> [RECORDED DATA]:
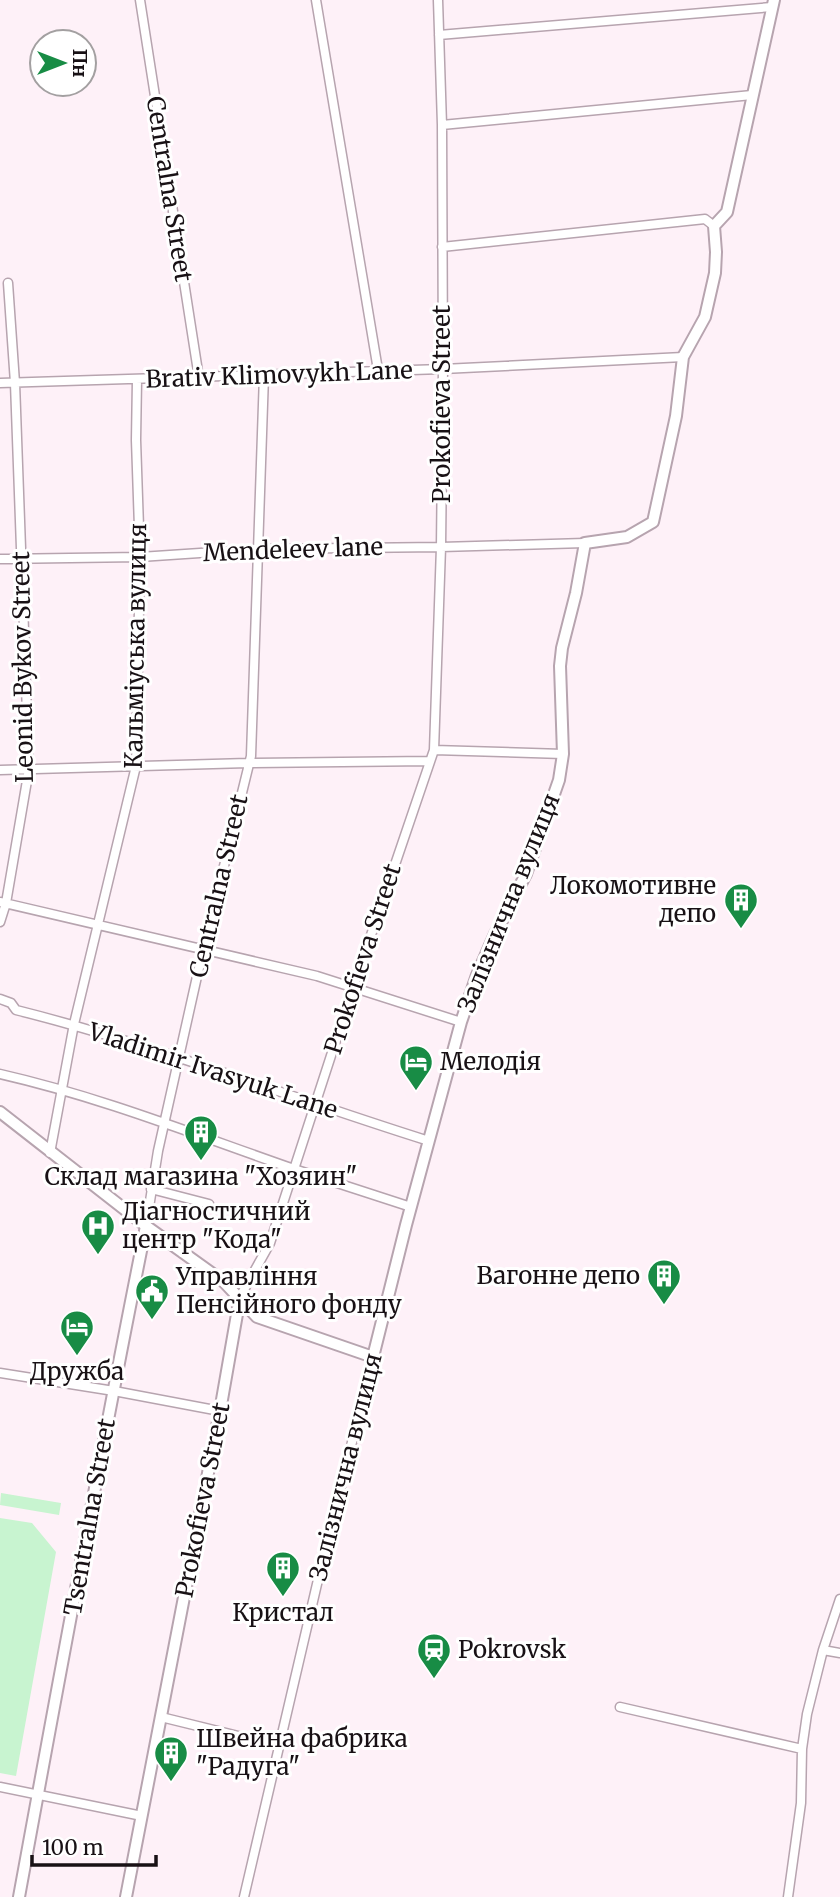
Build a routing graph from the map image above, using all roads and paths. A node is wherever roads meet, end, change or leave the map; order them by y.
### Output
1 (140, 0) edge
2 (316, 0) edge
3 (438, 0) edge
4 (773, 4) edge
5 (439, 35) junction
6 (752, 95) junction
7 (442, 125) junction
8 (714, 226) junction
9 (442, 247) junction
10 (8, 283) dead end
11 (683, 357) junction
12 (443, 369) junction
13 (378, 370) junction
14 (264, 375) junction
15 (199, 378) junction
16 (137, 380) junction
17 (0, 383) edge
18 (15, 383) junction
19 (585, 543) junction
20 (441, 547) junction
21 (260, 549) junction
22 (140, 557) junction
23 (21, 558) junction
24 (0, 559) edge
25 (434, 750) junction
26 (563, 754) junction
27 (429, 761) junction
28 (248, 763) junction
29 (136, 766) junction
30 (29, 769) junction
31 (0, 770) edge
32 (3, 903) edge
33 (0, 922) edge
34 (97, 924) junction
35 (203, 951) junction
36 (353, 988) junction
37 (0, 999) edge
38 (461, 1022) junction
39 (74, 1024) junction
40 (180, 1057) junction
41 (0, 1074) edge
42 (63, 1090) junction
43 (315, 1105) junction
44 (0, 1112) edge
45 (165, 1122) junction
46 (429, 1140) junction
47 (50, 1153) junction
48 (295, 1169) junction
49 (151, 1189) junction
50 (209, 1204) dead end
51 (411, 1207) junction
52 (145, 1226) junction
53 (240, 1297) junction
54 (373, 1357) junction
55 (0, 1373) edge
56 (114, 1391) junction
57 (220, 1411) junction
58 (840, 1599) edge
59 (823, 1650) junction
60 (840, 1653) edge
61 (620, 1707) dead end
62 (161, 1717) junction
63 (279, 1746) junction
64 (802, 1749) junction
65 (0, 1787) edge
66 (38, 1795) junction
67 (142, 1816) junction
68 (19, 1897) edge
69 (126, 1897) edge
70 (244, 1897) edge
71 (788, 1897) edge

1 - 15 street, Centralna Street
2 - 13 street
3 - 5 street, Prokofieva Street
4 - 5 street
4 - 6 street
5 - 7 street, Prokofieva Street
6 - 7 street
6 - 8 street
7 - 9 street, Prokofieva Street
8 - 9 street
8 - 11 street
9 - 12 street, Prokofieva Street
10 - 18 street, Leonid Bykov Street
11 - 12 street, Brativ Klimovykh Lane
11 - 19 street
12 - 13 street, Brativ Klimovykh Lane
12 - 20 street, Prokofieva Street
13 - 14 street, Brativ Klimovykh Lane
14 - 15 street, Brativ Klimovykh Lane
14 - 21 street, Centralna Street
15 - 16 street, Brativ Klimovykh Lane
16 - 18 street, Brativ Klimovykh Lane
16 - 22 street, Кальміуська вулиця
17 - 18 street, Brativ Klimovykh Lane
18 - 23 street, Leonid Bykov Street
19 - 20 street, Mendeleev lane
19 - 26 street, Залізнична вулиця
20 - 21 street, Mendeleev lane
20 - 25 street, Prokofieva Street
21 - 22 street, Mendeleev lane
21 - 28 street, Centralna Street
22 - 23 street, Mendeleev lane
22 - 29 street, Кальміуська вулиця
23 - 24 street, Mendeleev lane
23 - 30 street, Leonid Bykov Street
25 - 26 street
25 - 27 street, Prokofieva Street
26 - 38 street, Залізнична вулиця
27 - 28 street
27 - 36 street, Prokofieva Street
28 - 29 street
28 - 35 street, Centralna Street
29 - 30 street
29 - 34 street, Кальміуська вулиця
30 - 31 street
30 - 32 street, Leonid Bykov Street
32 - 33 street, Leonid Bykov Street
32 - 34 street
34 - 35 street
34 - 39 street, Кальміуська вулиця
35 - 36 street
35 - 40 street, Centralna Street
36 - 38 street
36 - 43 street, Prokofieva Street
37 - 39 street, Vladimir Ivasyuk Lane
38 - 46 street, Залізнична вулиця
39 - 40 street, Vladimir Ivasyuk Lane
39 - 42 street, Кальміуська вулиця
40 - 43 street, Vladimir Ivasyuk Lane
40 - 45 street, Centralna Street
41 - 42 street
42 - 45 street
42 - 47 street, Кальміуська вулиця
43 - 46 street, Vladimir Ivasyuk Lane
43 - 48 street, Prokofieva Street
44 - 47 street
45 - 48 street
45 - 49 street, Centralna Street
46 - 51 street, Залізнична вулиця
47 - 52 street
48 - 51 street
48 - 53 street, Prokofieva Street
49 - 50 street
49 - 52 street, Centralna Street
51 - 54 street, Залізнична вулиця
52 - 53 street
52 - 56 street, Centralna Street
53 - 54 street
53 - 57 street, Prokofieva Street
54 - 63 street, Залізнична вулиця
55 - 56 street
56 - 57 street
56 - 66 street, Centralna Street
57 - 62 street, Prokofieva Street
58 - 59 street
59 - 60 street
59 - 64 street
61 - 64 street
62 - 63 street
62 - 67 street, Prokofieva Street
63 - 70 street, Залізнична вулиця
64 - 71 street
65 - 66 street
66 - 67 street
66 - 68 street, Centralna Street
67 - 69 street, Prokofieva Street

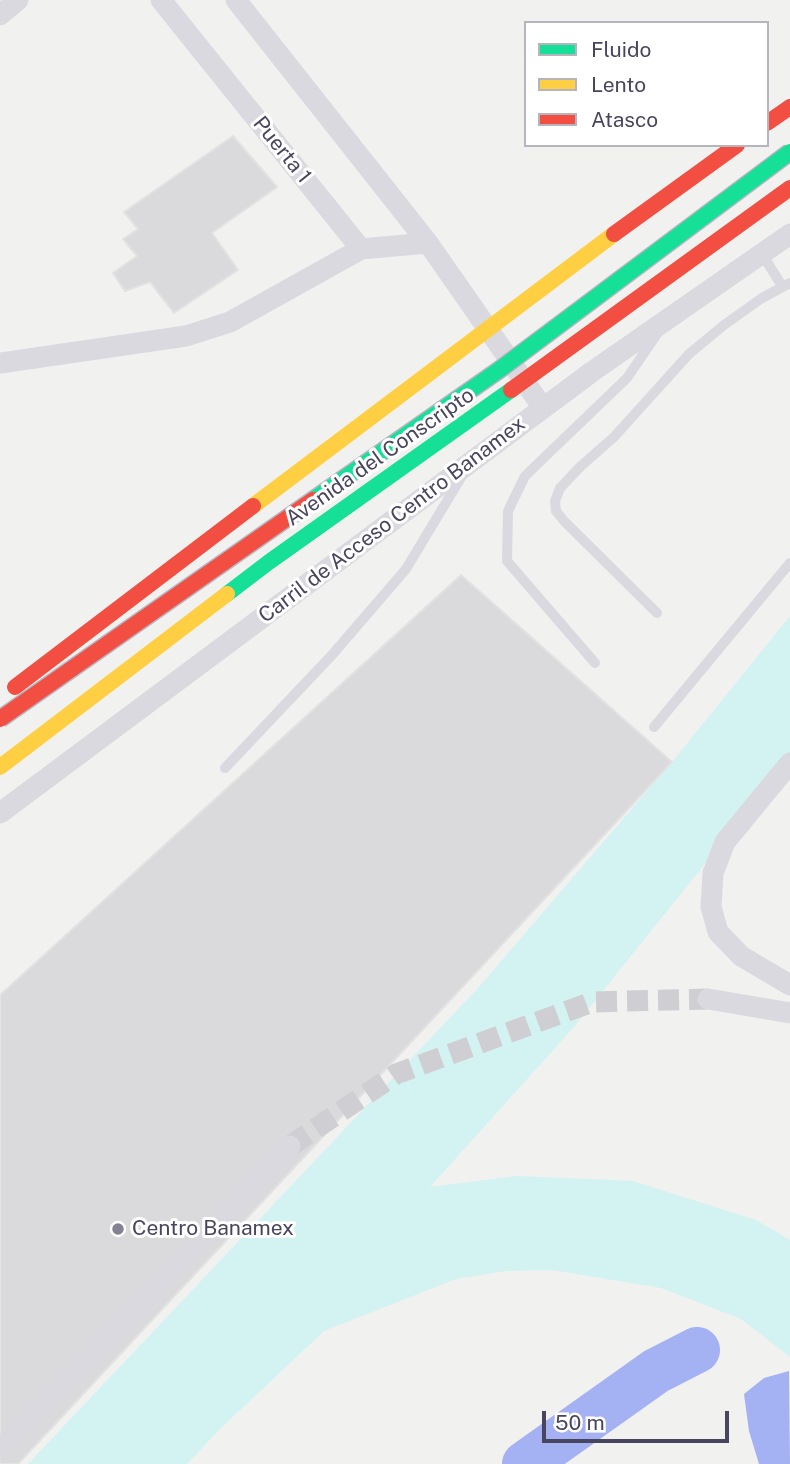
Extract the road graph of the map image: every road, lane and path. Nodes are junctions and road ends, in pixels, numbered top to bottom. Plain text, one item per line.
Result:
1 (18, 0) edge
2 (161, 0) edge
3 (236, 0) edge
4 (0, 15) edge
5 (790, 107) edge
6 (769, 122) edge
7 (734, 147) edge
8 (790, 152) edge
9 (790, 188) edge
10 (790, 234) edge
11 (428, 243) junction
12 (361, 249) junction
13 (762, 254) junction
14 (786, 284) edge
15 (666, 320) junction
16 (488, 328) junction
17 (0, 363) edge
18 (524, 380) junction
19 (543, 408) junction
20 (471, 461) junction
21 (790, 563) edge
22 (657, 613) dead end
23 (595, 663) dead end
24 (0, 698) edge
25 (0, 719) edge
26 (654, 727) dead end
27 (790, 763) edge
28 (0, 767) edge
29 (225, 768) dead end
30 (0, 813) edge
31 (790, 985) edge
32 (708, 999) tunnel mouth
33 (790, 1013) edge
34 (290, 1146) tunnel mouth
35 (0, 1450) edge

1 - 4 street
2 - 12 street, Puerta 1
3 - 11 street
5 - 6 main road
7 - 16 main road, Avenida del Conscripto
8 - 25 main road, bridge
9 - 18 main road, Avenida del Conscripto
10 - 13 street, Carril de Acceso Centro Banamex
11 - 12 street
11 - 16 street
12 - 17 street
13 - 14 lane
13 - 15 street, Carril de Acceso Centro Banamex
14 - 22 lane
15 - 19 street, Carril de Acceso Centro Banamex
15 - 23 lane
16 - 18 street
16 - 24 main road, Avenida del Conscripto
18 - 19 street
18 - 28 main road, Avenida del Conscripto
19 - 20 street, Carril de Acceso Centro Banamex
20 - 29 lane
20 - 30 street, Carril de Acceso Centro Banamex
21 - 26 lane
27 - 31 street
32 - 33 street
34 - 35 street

> [WHAT YOU SHOULD DO]: Among the lines of the data, some may include "tunnel" as a word or string; report how many, and nothing else.

> [SOLUTION FOR THIS EXERCISE]: 2